──────── The data ────────

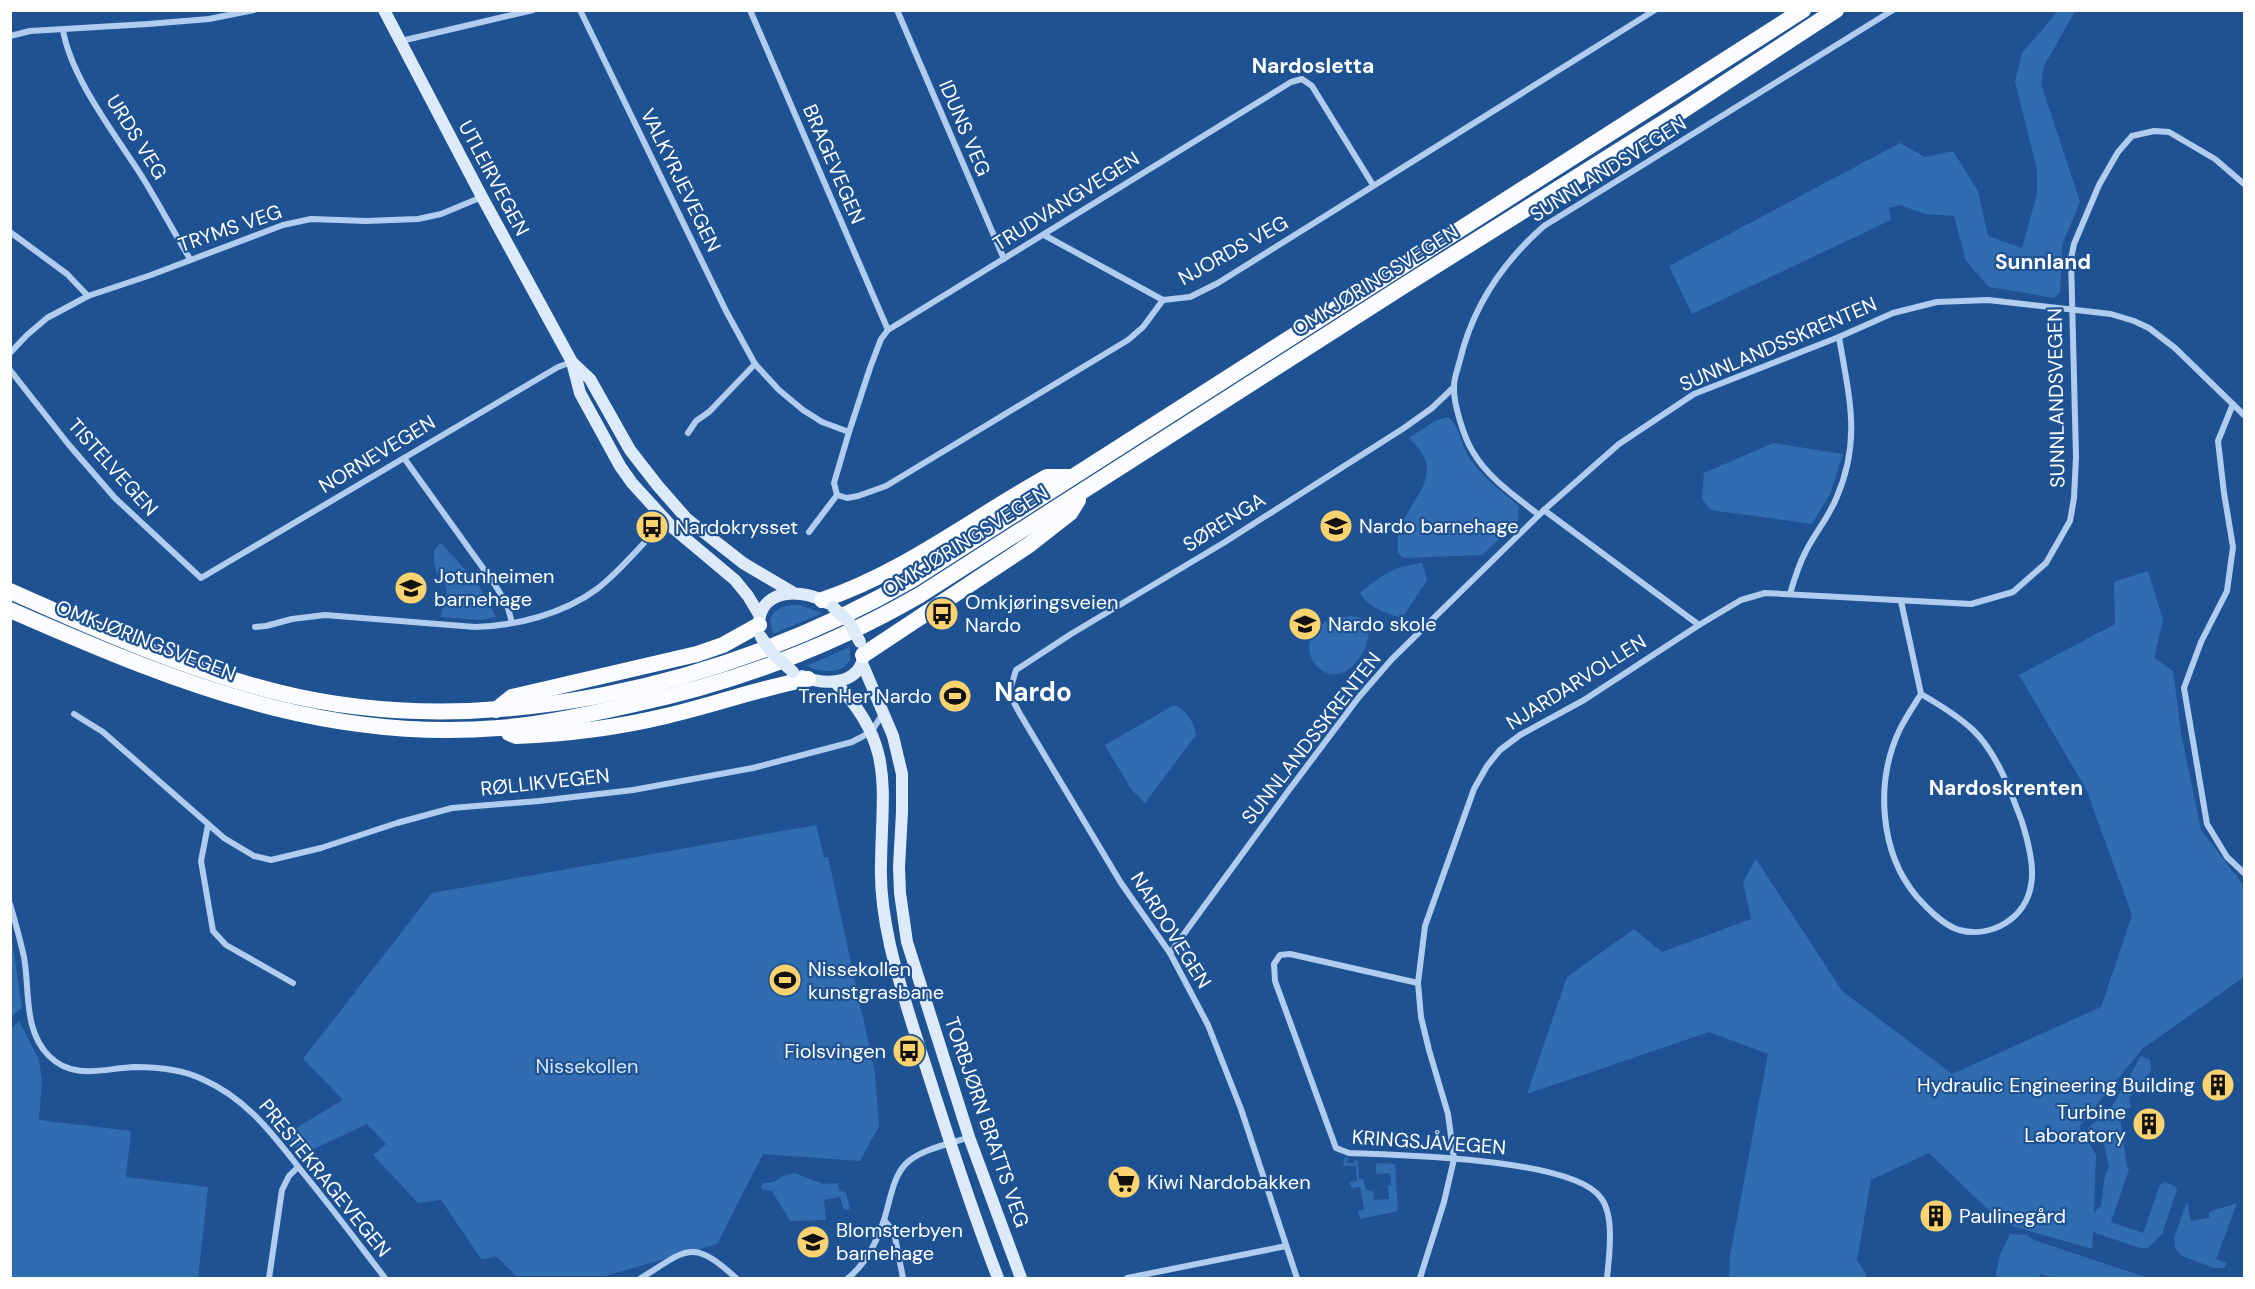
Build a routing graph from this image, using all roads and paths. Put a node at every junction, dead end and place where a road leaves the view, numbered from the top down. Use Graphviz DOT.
graph roads {
  1 [pos="254,10"];
  2 [pos="384,10"];
  3 [pos="534,10"];
  4 [pos="580,10"];
  5 [pos="750,10"];
  6 [pos="897,10"];
  7 [pos="1655,10"];
  8 [pos="1803,10"];
  9 [pos="1836,10"];
  10 [pos="1893,10"];
  11 [pos="63,30"];
  12 [pos="10,36"];
  13 [pos="400,41"];
  14 [pos="2244,184"];
  15 [pos="1373,185"];
  16 [pos="482,198"];
  17 [pos="10,232"];
  18 [pos="1044,235"];
  19 [pos="190,259"];
  20 [pos="1004,259"];
  21 [pos="88,296"];
  22 [pos="1163,300"];
  23 [pos="2072,310"];
  24 [pos="888,330"];
  25 [pos="1839,337"];
  26 [pos="10,353"];
  27 [pos="573,362"];
  28 [pos="755,364"];
  29 [pos="10,370"];
  30 [pos="1454,387"];
  31 [pos="2233,404"];
  32 [pos="2244,415"];
  33 [pos="849,432"];
  34 [pos="688,433"];
  35 [pos="404,458"];
  36 [pos="1073,477"];
  37 [pos="1083,492"];
  38 [pos="837,495"];
  39 [pos="1542,512"];
  40 [pos="809,532"];
  41 [pos="644,543"];
  42 [pos="201,578"];
  43 [pos="10,591"];
  44 [pos="792,592"];
  45 [pos="1790,594"];
  46 [pos="1901,601"];
  47 [pos="827,604"];
  48 [pos="10,610"];
  49 [pos="512,623"];
  50 [pos="1699,624"];
  51 [pos="760,626"];
  52 [pos="255,627"];
  53 [pos="862,653"];
  54 [pos="800,675"];
  55 [pos="835,682"];
  56 [pos="1011,683"];
  57 [pos="1921,694"];
  58 [pos="884,712"];
  59 [pos="74,714"];
  60 [pos="496,719"];
  61 [pos="871,732"];
  62 [pos="208,825"];
  63 [pos="2244,873"];
  64 [pos="10,904"];
  65 [pos="1170,953"];
  66 [pos="293,983"];
  67 [pos="1418,983"];
  68 [pos="969,1137"];
  69 [pos="950,1144"];
  70 [pos="1454,1159"];
  71 [pos="298,1167"];
  72 [pos="884,1220"];
  73 [pos="1286,1246"];
  74 [pos="269,1278"];
  75 [pos="385,1278"];
  76 [pos="641,1278"];
  77 [pos="736,1278"];
  78 [pos="849,1278"];
  79 [pos="903,1278"];
  80 [pos="998,1278"];
  81 [pos="1022,1278"];
  82 [pos="1127,1278"];
  83 [pos="1297,1278"];
  84 [pos="1420,1278"];
  85 [pos="1607,1278"];
  1 -- 11 [label="street"];
  2 -- 13 [label="main road, UTLEIRVEGEN"];
  3 -- 13 [label="street"];
  4 -- 28 [label="street, VALKYRJEVEGEN"];
  5 -- 24 [label="street, BRAGEVEGEN"];
  6 -- 20 [label="street, IDUNS VEG"];
  7 -- 15 [label="street, NJORDS VEG"];
  8 -- 36 [label="highway, OMKJØRINGSVEGEN"];
  9 -- 37 [label="highway, OMKJØRINGSVEGEN"];
  10 -- 30 [label="street, SUNNLANDSVEGEN"];
  11 -- 12 [label="street"];
  11 -- 19 [label="street, URDS VEG"];
  13 -- 16 [label="main road, UTLEIRVEGEN"];
  14 -- 23 [label="street, SUNNLANDSVEGEN"];
  15 -- 18 [label="street, TRUDVANGVEGEN"];
  15 -- 22 [label="street, NJORDS VEG"];
  16 -- 19 [label="street, TRYMS VEG"];
  16 -- 27 [label="main road, UTLEIRVEGEN"];
  17 -- 21 [label="street"];
  18 -- 20 [label="street, TRUDVANGVEGEN"];
  18 -- 22 [label="street"];
  19 -- 21 [label="street, TRYMS VEG"];
  20 -- 24 [label="street, TRUDVANGVEGEN"];
  21 -- 26 [label="street, TRYMS VEG"];
  22 -- 38 [label="street, NJORDS VEG"];
  23 -- 25 [label="street, SUNNLANDSSKRENTEN"];
  23 -- 31 [label="street, SUNNLANDSSKRENTEN"];
  23 -- 46 [label="street, SUNNLANDSVEGEN"];
  24 -- 33 [label="street"];
  25 -- 39 [label="street, SUNNLANDSSKRENTEN"];
  25 -- 45 [label="street"];
  27 -- 35 [label="street, NORNEVEGEN"];
  27 -- 44 [label="main road, UTLEIRVEGEN"];
  27 -- 51 [label="main road, UTLEIRVEGEN"];
  28 -- 33 [label="street, VALKYRJEVEGEN"];
  28 -- 34 [label="street"];
  29 -- 42 [label="street, TISTELVEGEN"];
  30 -- 39 [label="street, SUNNLANDSVEGEN"];
  30 -- 56 [label="street, SØRENGA"];
  31 -- 32 [label="street, SUNNLANDSSKRENTEN"];
  31 -- 63 [label="street"];
  33 -- 38 [label="street"];
  35 -- 42 [label="street, NORNEVEGEN"];
  35 -- 49 [label="street"];
  36 -- 47 [label="highway"];
  36 -- 60 [label="highway, OMKJØRINGSVEGEN"];
  37 -- 53 [label="highway"];
  37 -- 60 [label="highway, OMKJØRINGSVEGEN"];
  38 -- 40 [label="street"];
  39 -- 50 [label="street, SUNNLANDSVEGEN"];
  39 -- 65 [label="street, SUNNLANDSSKRENTEN"];
  41 -- 49 [label="street"];
  43 -- 60 [label="highway, OMKJØRINGSVEGEN"];
  44 -- 47 [label="main road"];
  44 -- 51 [label="main road"];
  45 -- 46 [label="street, SUNNLANDSVEGEN"];
  45 -- 50 [label="street, SUNNLANDSVEGEN"];
  46 -- 57 [label="street"];
  47 -- 53 [label="main road, bridge"];
  48 -- 60 [label="highway, OMKJØRINGSVEGEN"];
  49 -- 52 [label="street"];
  50 -- 67 [label="street, NJARDARVOLLEN"];
  51 -- 54 [label="main road, bridge"];
  51 -- 60 [label="highway"];
  53 -- 55 [label="main road"];
  53 -- 58 [label="main road, TORBJØRN BRATTS VEG"];
  54 -- 55 [label="main road"];
  54 -- 60 [label="highway"];
  55 -- 61 [label="main road, TORBJØRN BRATTS VEG"];
  56 -- 65 [label="street, NARDOVEGEN"];
  57 -- 57 [label="street"];
  58 -- 61 [label="street"];
  58 -- 68 [label="main road, TORBJØRN BRATTS VEG"];
  59 -- 62 [label="street, RØLLIKVEGEN"];
  61 -- 62 [label="street, RØLLIKVEGEN"];
  61 -- 69 [label="main road, TORBJØRN BRATTS VEG"];
  62 -- 66 [label="street"];
  64 -- 71 [label="street, PRESTEKRAGEVEGEN"];
  65 -- 73 [label="street, NARDOVEGEN"];
  67 -- 70 [label="street, NJARDARVOLLEN"];
  67 -- 70 [label="street, KRINGSJÅVEGEN"];
  68 -- 69 [label="street"];
  68 -- 81 [label="main road, TORBJØRN BRATTS VEG"];
  69 -- 72 [label="street"];
  69 -- 80 [label="main road, TORBJØRN BRATTS VEG"];
  70 -- 84 [label="street, NJARDARVOLLEN"];
  70 -- 85 [label="street, KRINGSJÅVEGEN"];
  71 -- 74 [label="street"];
  71 -- 75 [label="street, PRESTEKRAGEVEGEN"];
  72 -- 78 [label="street"];
  72 -- 79 [label="street"];
  73 -- 82 [label="street"];
  73 -- 83 [label="street, NARDOVEGEN"];
  76 -- 77 [label="street"];
}
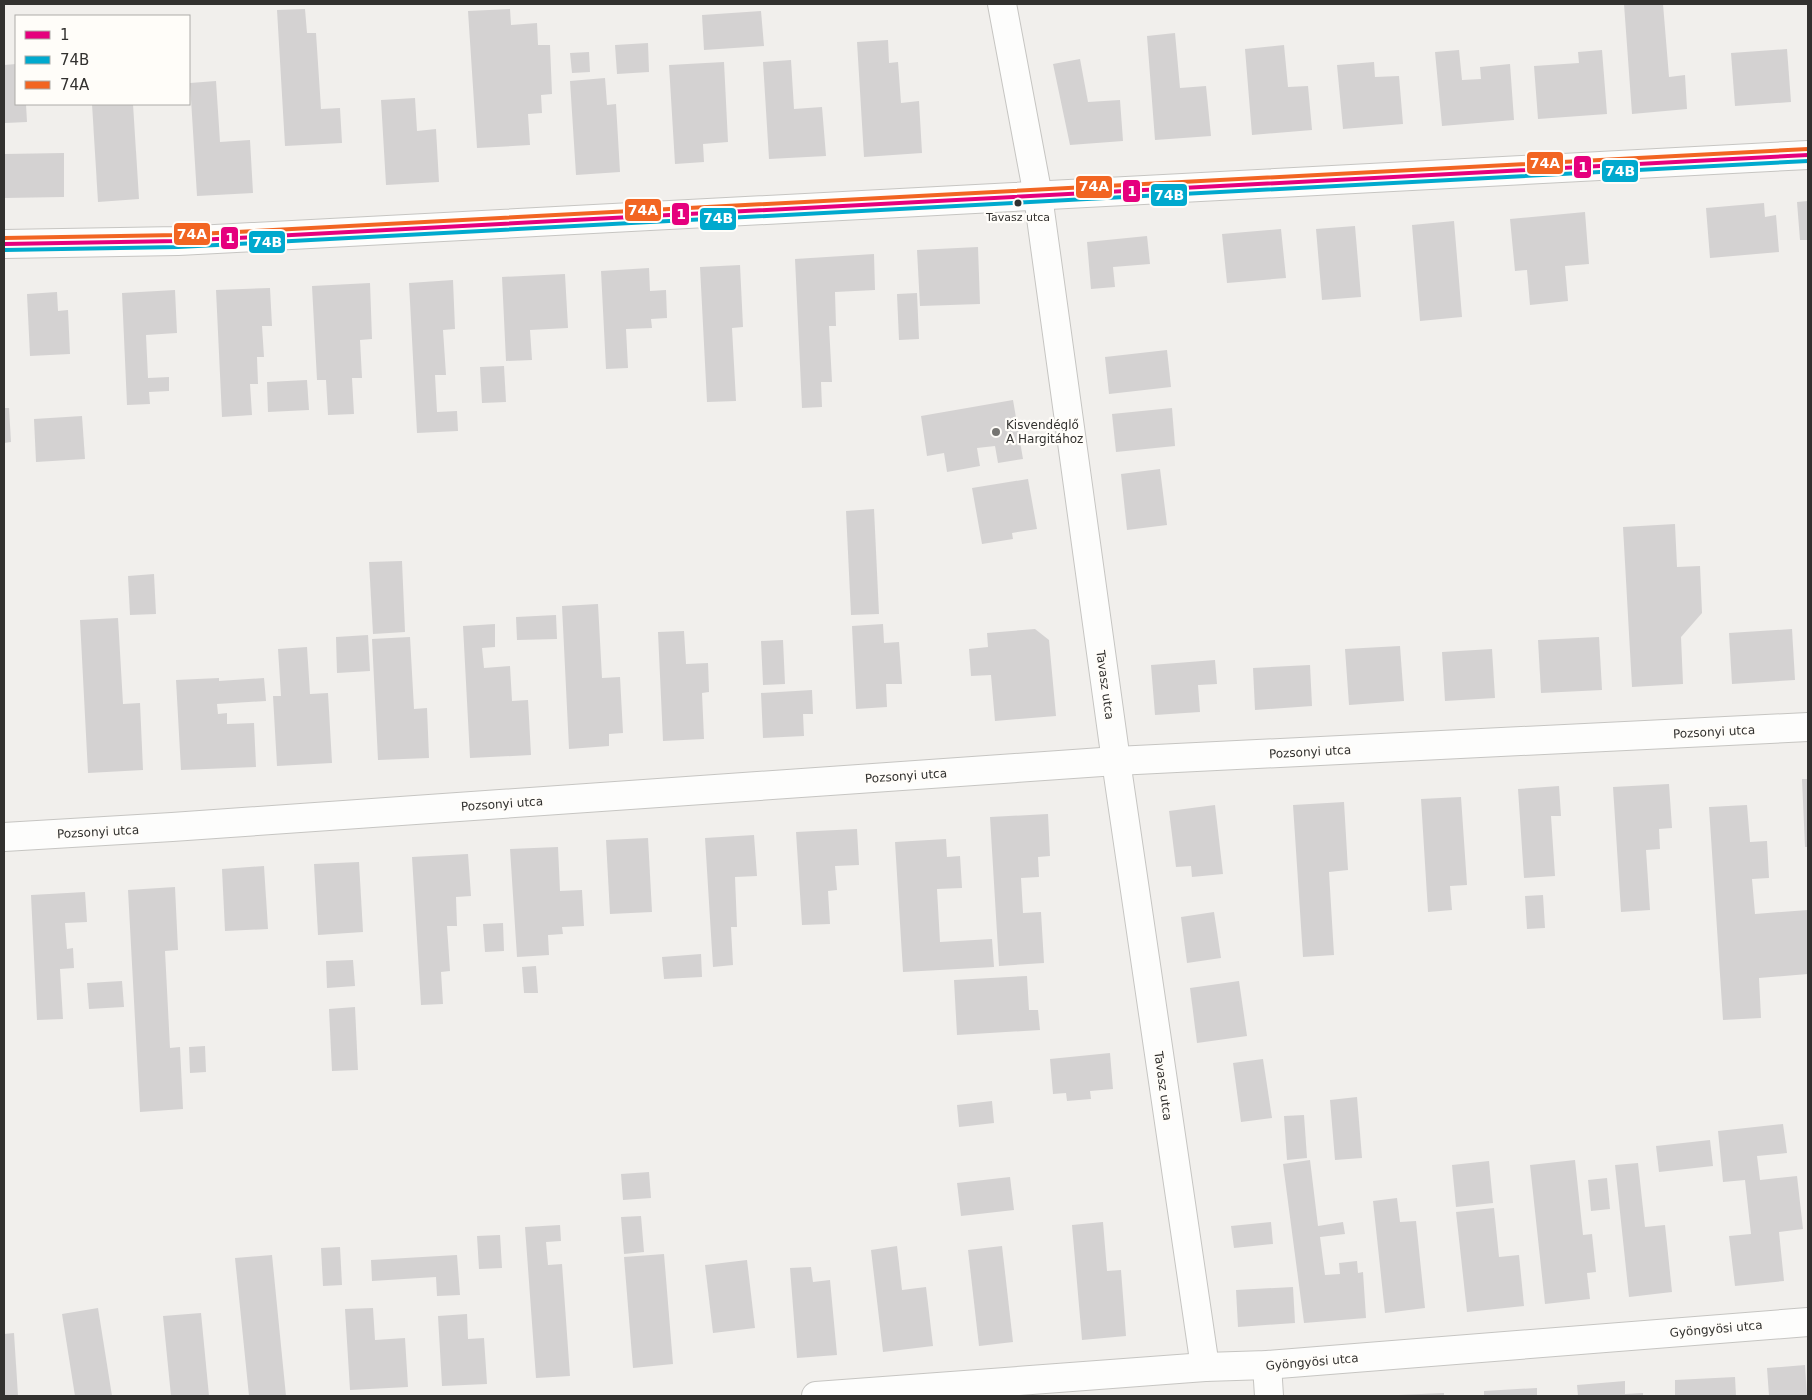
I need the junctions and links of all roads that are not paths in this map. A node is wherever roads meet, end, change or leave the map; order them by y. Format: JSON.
{"nodes":[{"id":1,"x":1002,"y":4,"type":"edge"},
{"id":2,"x":1808,"y":155,"type":"edge"},
{"id":3,"x":1038,"y":196,"type":"junction"},
{"id":4,"x":4,"y":244,"type":"edge"},
{"id":5,"x":1808,"y":727,"type":"edge"},
{"id":6,"x":1116,"y":761,"type":"junction"},
{"id":7,"x":4,"y":837,"type":"edge"},
{"id":8,"x":1808,"y":1322,"type":"edge"},
{"id":9,"x":1267,"y":1366,"type":"junction"},
{"id":10,"x":1205,"y":1367,"type":"junction"},
{"id":11,"x":816,"y":1396,"type":"edge"},
{"id":12,"x":1269,"y":1396,"type":"edge"}],
"edges":[{"from":1,"to":3,"type":"street","name":"Tavasz utca"},
{"from":2,"to":3,"type":"street"},
{"from":3,"to":4,"type":"street"},
{"from":3,"to":6,"type":"street","name":"Tavasz utca"},
{"from":5,"to":6,"type":"street","name":"Pozsonyi utca"},
{"from":6,"to":7,"type":"street","name":"Pozsonyi utca"},
{"from":6,"to":10,"type":"street","name":"Tavasz utca"},
{"from":8,"to":9,"type":"street","name":"Gyöngyösi utca"},
{"from":9,"to":10,"type":"street","name":"Gyöngyösi utca"},
{"from":9,"to":12,"type":"street"},
{"from":10,"to":11,"type":"street","name":"Gyöngyösi utca"}]}
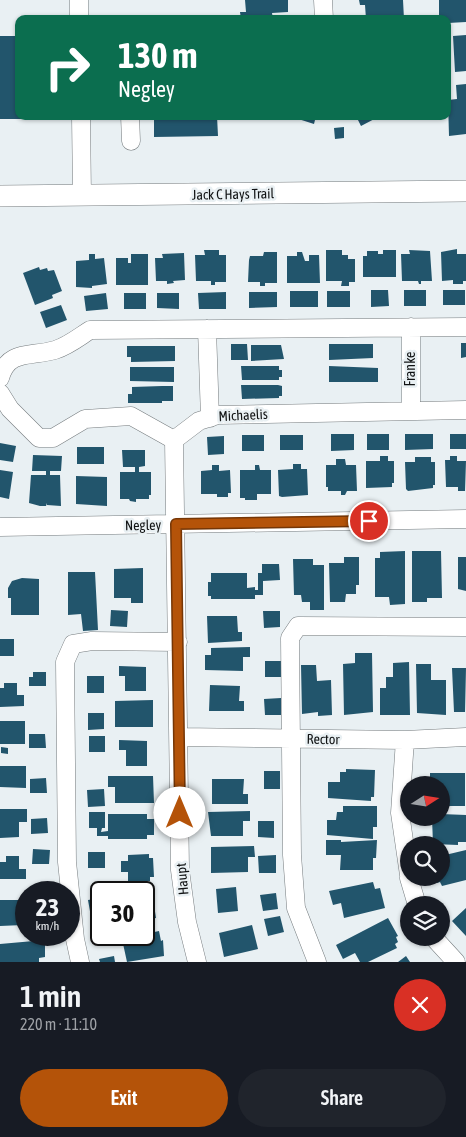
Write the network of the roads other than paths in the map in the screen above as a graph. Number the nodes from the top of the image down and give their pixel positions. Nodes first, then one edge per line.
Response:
1 (79, 0) edge
2 (323, 0) edge
3 (79, 15) edge
4 (324, 15) edge
5 (81, 120) edge
6 (130, 120) edge
7 (131, 141) dead end
8 (466, 191) edge
9 (0, 196) edge
10 (82, 196) junction
11 (410, 327) junction
12 (466, 327) edge
13 (207, 329) junction
14 (0, 378) edge
15 (0, 393) edge
16 (466, 410) edge
17 (411, 412) junction
18 (210, 418) junction
19 (174, 440) junction
20 (466, 519) edge
21 (176, 524) junction
22 (0, 527) edge
23 (466, 627) edge
24 (178, 642) junction
25 (180, 737) junction
26 (291, 738) junction
27 (466, 738) edge
28 (404, 740) junction
29 (403, 836) edge
30 (441, 946) edge
31 (80, 962) edge
32 (197, 962) edge
33 (317, 962) edge
34 (456, 962) edge

1 - 3 street
2 - 4 street
5 - 10 street
6 - 7 street
8 - 10 main road, Jack C Hays Trail
9 - 10 main road, Jack C Hays Trail
11 - 12 street
11 - 13 street
11 - 17 street, Franke
13 - 14 street
13 - 18 street
15 - 19 street
16 - 17 street, Michaelis
17 - 18 street, Michaelis
18 - 19 street, Michaelis
19 - 21 street, Haupt
20 - 21 street, Negley
21 - 22 street, Negley
21 - 24 street, Haupt
23 - 26 street
24 - 25 street, Haupt
24 - 31 street
25 - 26 street, Rector
25 - 32 street, Haupt
26 - 28 street, Rector
26 - 33 street
27 - 28 street, Rector
28 - 29 street
30 - 34 street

────────

> [Task objective] Which lines of the data hold the string "Tavasz"? Return each of them.

> [Solution]
"edges":[{"from":1,"to":3,"type":"street","name":"Tavasz utca"},
{"from":3,"to":6,"type":"street","name":"Tavasz utca"},
{"from":6,"to":10,"type":"street","name":"Tavasz utca"},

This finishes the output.